The Rome II Criteria for Irritable Bowel Syndrome

Diagnosis of IBS

Diagnosis of IBS begins with a careful history, review of systems and symptom assessment. The diagnosis of IBS is based on positive symptoms and exclusion of pathology. There is no definite objective (such as blood test, x-ray) indicator for IBS. Since 1978, the diagnostic criteria for IBS have been evolving. The Manning criteria were the first, followed by the Rome I criteria in 1989 and then the Rome II criteria for IBS in 1999 (Drossman, Talley, Whitehead, Thompson, & Corazziari, 1999). These latter two sets of criteria were developed by a multinational group of clinicians and researchers to establish criteria to be used in clinical trials research. As shown in Table 1, the Rome II criteria are based on the presence of abdominal pain along with changes in bowel pattern, such as diarrhea or constipation. Recent nationally published guidelines have recommended the use of symptom-based criteria in clinical practice (American College of Gastroenterology, 2002). The criteria are used concomitantly with a review for "red flags" (see below). A 2002 systematic review of the literature indicated that increased diagnostic testing did not result in an increase in the diagnosis of functional GI disorders (Cash, Schoenfeld, & Chey, 2002).

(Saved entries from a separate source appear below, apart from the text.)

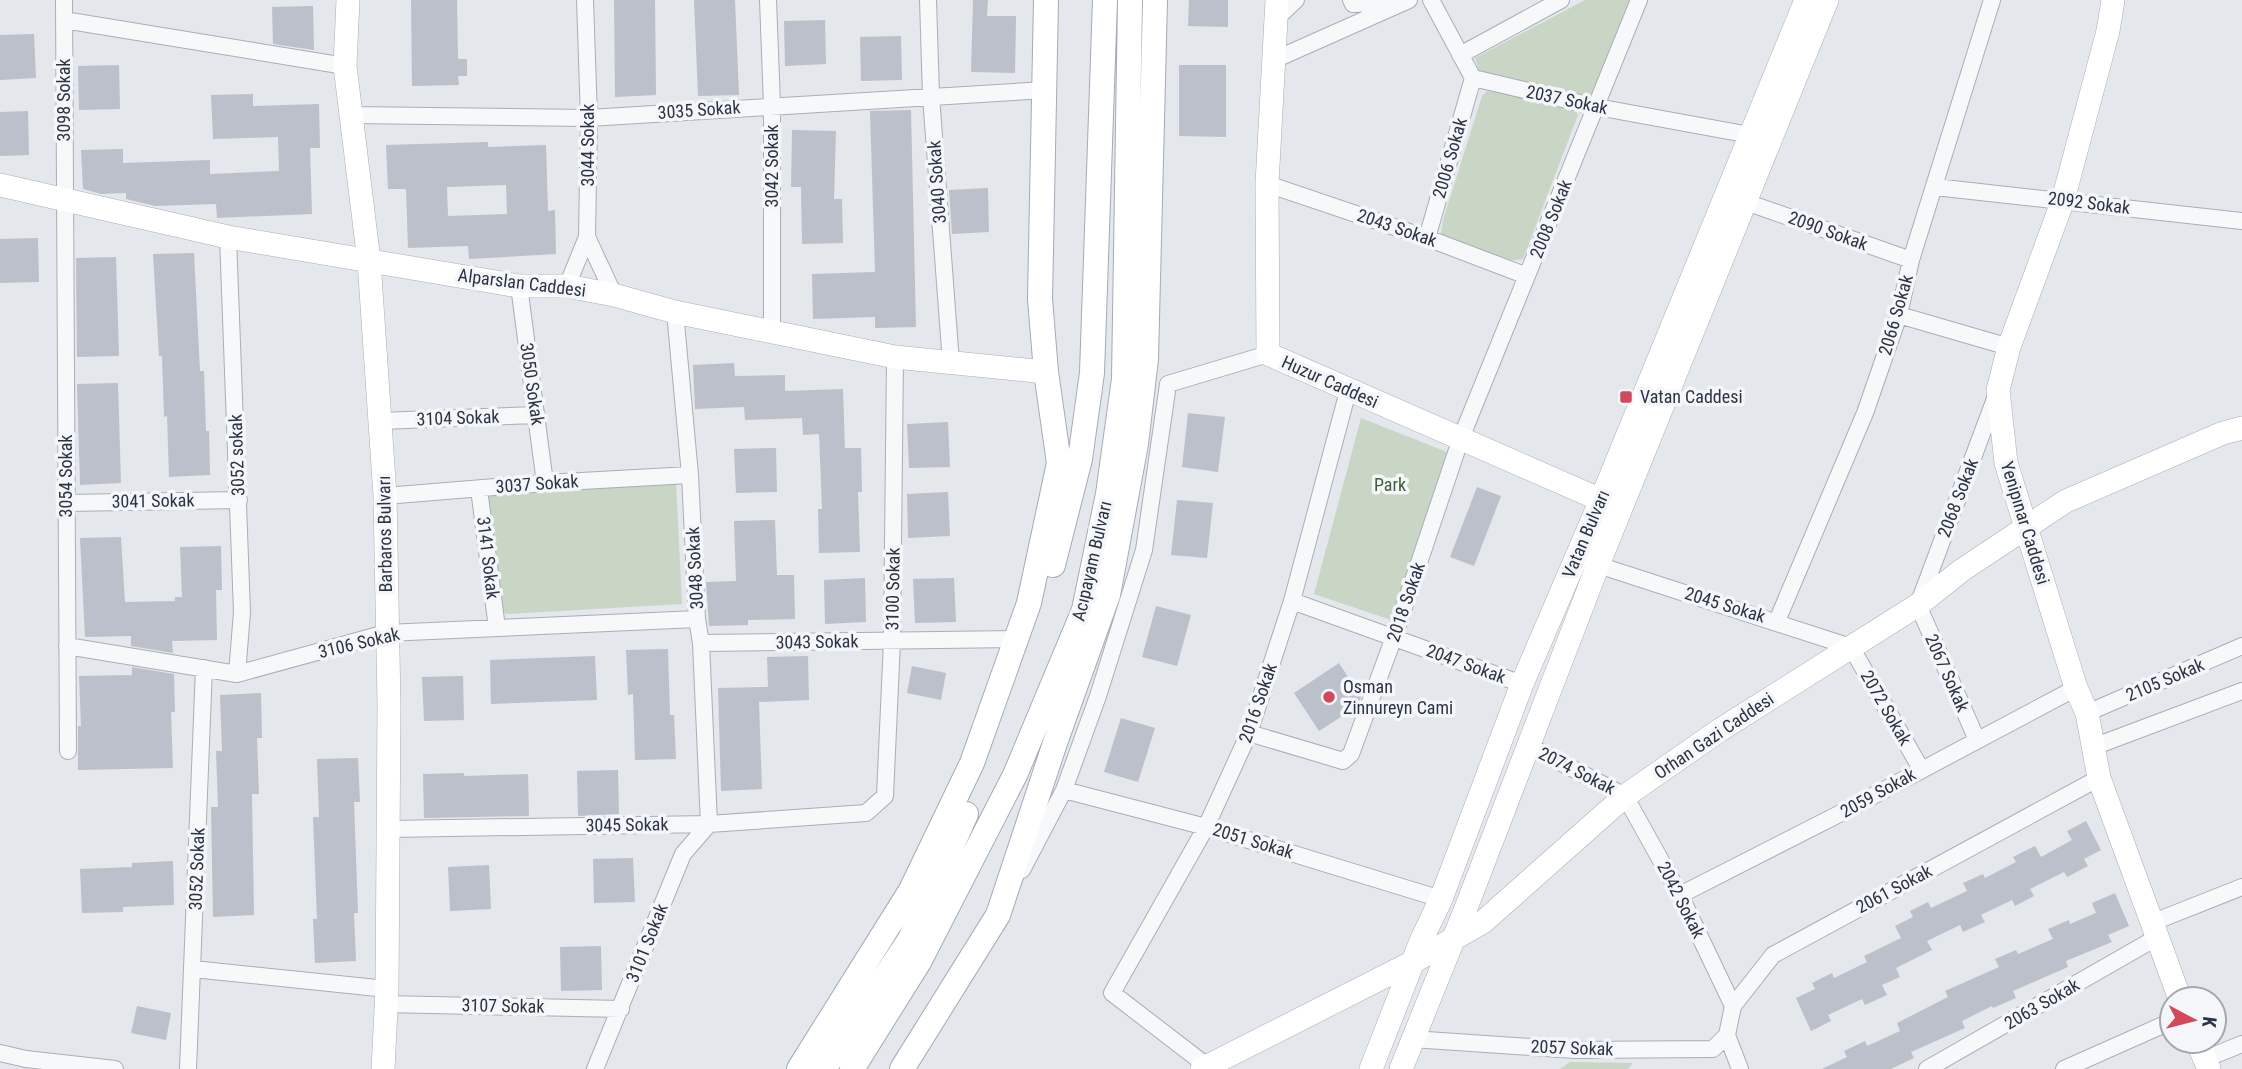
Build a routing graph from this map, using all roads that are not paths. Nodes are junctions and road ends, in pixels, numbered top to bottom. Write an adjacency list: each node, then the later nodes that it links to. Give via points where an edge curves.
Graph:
1 (64, 0): 21 (street, 3098 Sokak)
2 (348, 0): 24 (street, Barbaros Bulvarı)
3 (585, 0): 31 (street, 3044 Sokak)
4 (768, 0): 28 (street, 3042 Sokak)
5 (928, 0): 27 (street, 3040 Sokak)
6 (1046, 0): 26 (main road)
7 (1105, 0): 130 (main road, Acıpayam Bulvarı, via 1093,373 1080,459 1033,645 985,771 910,939)
8 (1130, 0): 131 (main road, Acıpayam Bulvarı, via 1124,379 1108,494 1084,610 1016,775 919,962)
9 (1155, 0): 107 (main road, via 1146,359 1136,444 1108,595)
10 (1296, 0): 20 (street)
11 (1351, 0): 19 (street, via 1353,4)
12 (1431, 0): 22 (street)
13 (1561, 0): 22 (street)
14 (1639, 0): 29 (street, 2008 Sokak)
15 (1806, 0): 32 (street, Vatan Bulvarı)
16 (1827, 0): 38 (street, Vatan Bulvarı)
17 (1992, 0): 35 (street, 2066 Sokak)
18 (2113, 0): 37 (street, Yenipınar Caddesi)
19 (1407, 1): 23 (street)
20 (1277, 9): 23 (street, Huzur Caddesi)
21 (64, 20): 24 (street); 36 (street, 3098 Sokak)
22 (1460, 55): 25 (street)
23 (1274, 60): 34 (street, Huzur Caddesi)
24 (345, 66): 30 (street, Barbaros Bulvarı)
25 (1473, 78): 29 (street, 2037 Sokak); 42 (street, 2006 Sokak)
26 (1045, 90): 27 (street, 3035 Sokak); 56 (main road, via 1040,299)
27 (931, 96): 28 (street, 3035 Sokak); 55 (street, 3040 Sokak)
28 (772, 105): 31 (street, 3035 Sokak); 51 (street, 3042 Sokak)
29 (1597, 107): 32 (street, 2037 Sokak); 45 (street, 2008 Sokak)
30 (352, 115): 31 (street, 3035 Sokak); 44 (street, Barbaros Bulvarı)
31 (589, 118): 41 (street, 3044 Sokak)
32 (1750, 135): 68 (street, Vatan Bulvarı)
33 (0, 184): 36 (street, Alparslan Caddesi)
34 (1266, 184): 42 (street, 2043 Sokak); 53 (street, Huzur Caddesi)
35 (1935, 187): 37 (street, 2092 Sokak); 43 (street, 2066 Sokak)
36 (65, 200): 40 (street, Alparslan Caddesi); 69 (street, 3054 Sokak)
37 (2063, 200): 39 (street, 2092 Sokak); 52 (street, Yenipınar Caddesi)
38 (1746, 202): 43 (street, 2090 Sokak); 71 (street, Vatan Bulvarı)
39 (2242, 221)
40 (228, 237): 44 (street, Alparslan Caddesi); 67 (street, 3052 sokak)
41 (587, 237): 47 (street, 3044 Sokak); 48 (street)
42 (1427, 238): 45 (street, 2043 Sokak)
43 (1911, 260): 50 (street, 2066 Sokak)
44 (369, 261): 46 (street, Alparslan Caddesi); 60 (street, Barbaros Bulvarı)
45 (1527, 276): 62 (street, 2008 Sokak)
46 (519, 286): 47 (street, Alparslan Caddesi); 59 (street, 3050 Sokak)
47 (566, 286): 48 (street, Alparslan Caddesi)
48 (614, 295): 49 (street, Alparslan Caddesi)
49 (674, 312): 51 (street, Alparslan Caddesi); 63 (street, 3048 Sokak)
50 (1899, 315): 52 (street); 75 (street, 2066 Sokak, via 1864,413)
51 (772, 332): 54 (street, Alparslan Caddesi)
52 (2010, 347): 57 (street, Yenipınar Caddesi)
53 (1268, 355): 58 (street, Huzur Caddesi); 98 (street, via 1168,384 1144,550)
54 (895, 356): 55 (street, Alparslan Caddesi); 80 (street, 3100 Sokak)
55 (951, 363): 56 (street, Alparslan Caddesi)
56 (1046, 372): 79 (main road, via 1059,463)
57 (1998, 390): 70 (street, Yenipınar Caddesi, via 2006,463); 73 (street, 2068 Sokak)
58 (1348, 391): 62 (street, Huzur Caddesi); 72 (street, 2016 Sokak)
59 (537, 415): 60 (street, 3104 Sokak); 64 (street, 3050 Sokak)
60 (380, 421): 66 (street, Barbaros Bulvarı)
61 (2242, 428): 70 (street, Orhan Gazi Caddesi, via 2222,432 2066,501)
62 (1461, 438): 68 (street, Huzur Caddesi); 78 (street, 2018 Sokak)
63 (690, 475): 64 (street, 3037 Sokak); 74 (street, 3048 Sokak)
64 (545, 483): 65 (street, 3037 Sokak)
65 (480, 489): 66 (street, 3037 Sokak); 76 (street, 3141 Sokak)
66 (385, 496): 77 (street, Barbaros Bulvarı)
67 (239, 500): 69 (street, 3041 Sokak); 86 (street, 3052 sokak, via 242,612)
68 (1601, 500): 87 (street, Vatan Bulvarı)
69 (66, 503): 82 (street, 3054 Sokak)
70 (2026, 527): 73 (street, Orhan Gazi Caddesi); 88 (street, Yenipınar Caddesi)
71 (1598, 565): 75 (street, 2045 Sokak); 93 (street, Vatan Bulvarı)
72 (1292, 601): 78 (street, 2047 Sokak); 91 (street, 2016 Sokak)
73 (1918, 606): 84 (street, Orhan Gazi Caddesi); 92 (street, 2067 Sokak)
74 (697, 619): 76 (street, 3106 Sokak); 81 (street, 3048 Sokak)
75 (1777, 621): 84 (street, 2045 Sokak)
76 (497, 628): 77 (street, 3106 Sokak)
77 (386, 633): 86 (street, 3106 Sokak); 103 (street, Barbaros Bulvarı)
78 (1394, 637): 87 (street, 2047 Sokak); 91 (street, 2018 Sokak, via 1351,754 1343,761)
79 (1017, 639): 80 (street, 3043 Sokak); 129 (main road, via 972,763 911,890)
80 (892, 641): 81 (street, 3043 Sokak); 100 (street, 3100 Sokak, via 885,796)
81 (701, 643): 101 (street, 3048 Sokak)
82 (67, 646): 85 (street, 3106 Sokak); 95 (street, 3054 Sokak)
83 (2242, 646): 90 (street, 2105 Sokak)
84 (1851, 647): 96 (street, 2072 Sokak); 99 (street, Orhan Gazi Caddesi)
85 (204, 668): 86 (street, 3106 Sokak); 111 (street, 3052 Sokak)
86 (237, 674)
87 (1522, 684): 106 (street, Vatan Bulvarı)
88 (2076, 688): 90 (street, Yenipınar Caddesi); 92 (street, 2059 Sokak)
89 (2242, 691): 94 (street)
90 (2087, 713): 94 (street, Yenipınar Caddesi)
91 (1249, 733): 102 (street, 2016 Sokak)
92 (1977, 740): 96 (street, 2059 Sokak)
93 (1528, 746): 99 (street, 2074 Sokak); 109 (street, Vatan Bulvarı)
94 (2093, 747): 97 (street, Yenipınar Caddesi)
95 (68, 751)
96 (1921, 769): 105 (street, 2059 Sokak)
97 (2099, 778): 108 (street, Yenipınar Caddesi); 114 (street, 2061 Sokak, via 1773,955)
98 (1064, 790): 102 (street, 2051 Sokak); 107 (street)
99 (1625, 796): 105 (street, 2042 Sokak); 109 (street, Orhan Gazi Caddesi, via 1483,922)
100 (866, 813): 101 (street, 3045 Sokak)
101 (709, 824): 103 (street, 3045 Sokak); 115 (street, 3101 Sokak, via 683,855)
102 (1206, 827): 106 (street, 2051 Sokak); 124 (street, 2016 Sokak, via 1112,993)
103 (388, 829): 113 (street, Barbaros Bulvarı)
104 (2242, 887): 108 (street, 2063 Sokak)
105 (1679, 895): 114 (street, 2042 Sokak)
106 (1441, 899): 110 (street, Vatan Bulvarı)
107 (998, 915): 132 (main road)
108 (2154, 931): 112 (street, Yenipınar Caddesi); 136 (street, 2063 Sokak)
109 (1454, 939): 110 (street, Orhan Gazi Caddesi); 118 (street, Vatan Bulvarı)
110 (1413, 962): 124 (street, Orhan Gazi Caddesi); 133 (street, Vatan Bulvarı)
111 (193, 969): 113 (street, 3107 Sokak); 126 (street, 3052 Sokak)
112 (2175, 985)
113 (386, 996): 115 (street, 3107 Sokak); 127 (street, Barbaros Bulvarı)
114 (1733, 1006): 117 (street, 2061 Sokak)
115 (621, 1009): 128 (street, 3101 Sokak)
116 (2158, 1029): 122 (street)
117 (1727, 1035): 118 (street, 2057 Sokak, via 1713,1049 1575,1050); 135 (street)
118 (1412, 1040): 134 (street, Vatan Bulvarı)
119 (2242, 1044): 121 (street)
120 (0, 1053): 123 (street)
121 (2204, 1056)
122 (2099, 1062): 137 (street)
123 (23, 1064): 125 (street)
124 (1205, 1068)
125 (115, 1069)
126 (188, 1069)
127 (383, 1069)
128 (595, 1069)
129 (799, 1069)
130 (824, 1069)
131 (852, 1069)
132 (902, 1069)
133 (1371, 1069)
134 (1401, 1069)
135 (1740, 1069)
136 (1927, 1069)
137 (2064, 1069)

The question of how many and what tests should be used to rule out other conditions depends on patient history, symptoms, and age. Signs and symptoms not associated with IBS or red flags include blood in stool, elevated WBC, elevated sedimentation rate, increased thyroid stimulating hormone levels, decreased hemoglobin, positive stool culture for ova and parasites, vomiting, fever, and weight loss greater than 10 pounds (Lucak, 2004). Patients over 45 presenting for the first time with symptoms compatible with IBS should be screened using sigmoidoscopy or colonoscopy. All patients, including those with IBS who are over the age of 50, should have regular colon cancer screening done. Given that most adults are diagnosed in the early adult years, the primary differential diagnoses include malabsorption, inflammatory bowel disease (ulcerative colitis, Crohn's disease), lactose intolerance, celiac disease, and endometriosis in women. For patients who concomitantly report bladder and reproductive organ symptoms, additional tests may be warranted. For example, to diagnose IC urine analyses and cultures are performed to rule out the presence of blood and/or bacteria. The gold standard diagnosis using cystoscopy with hydrodistension may be performed.

Management

Since treatment of IBS is often focused on specific symptoms, patients are encouraged to maintain a 1 to 2 week symptom diary or log. This also has the benefit of allowing the patient to note when and what symptoms occur and potentially identify triggering events. Such diary keeping is often helpful for patients in terms of making connections between stress, diet and, for women, menstrual cycle phase and symptoms. For patients in whom there is a question of lactose intolerance, a 1 week trial of excluding dietary lactose (milk products) may help alleviate symptoms. Similarly patients who can reduce sorbitol, fructose, and gas-forming foods may experience a reduction in symptoms. However, adherence to a strict exclusionary diet is difficult for most individuals.

Table 2.

Drug Therapies for Irritable Bowel Syndrome

Nondrug therapies play an important role in IBS management. Behavioral therapies are focused on reducing stress and stress- related triggers of IBS symptoms, increasing relaxation, and reducing negative self-talk. Examples of behavioral therapy include relaxation therapy, biofeedback, hypnotherapy, cognitive therapy, and psychotherapy. In a recent multi-site study, Drossman and colleagues (2003) found that women with IBS showed an improvement in global satisfaction and quality of life following cognitive behavioral therapy as compared to education alone. Our research team has recently demonstrated the efficacy of an 8-week cognitive behavioral therapy delivered by an advanced practice nurse in reducing GI symptoms and enhancing quality of life in women with IBS (Heitkemper et al., in press).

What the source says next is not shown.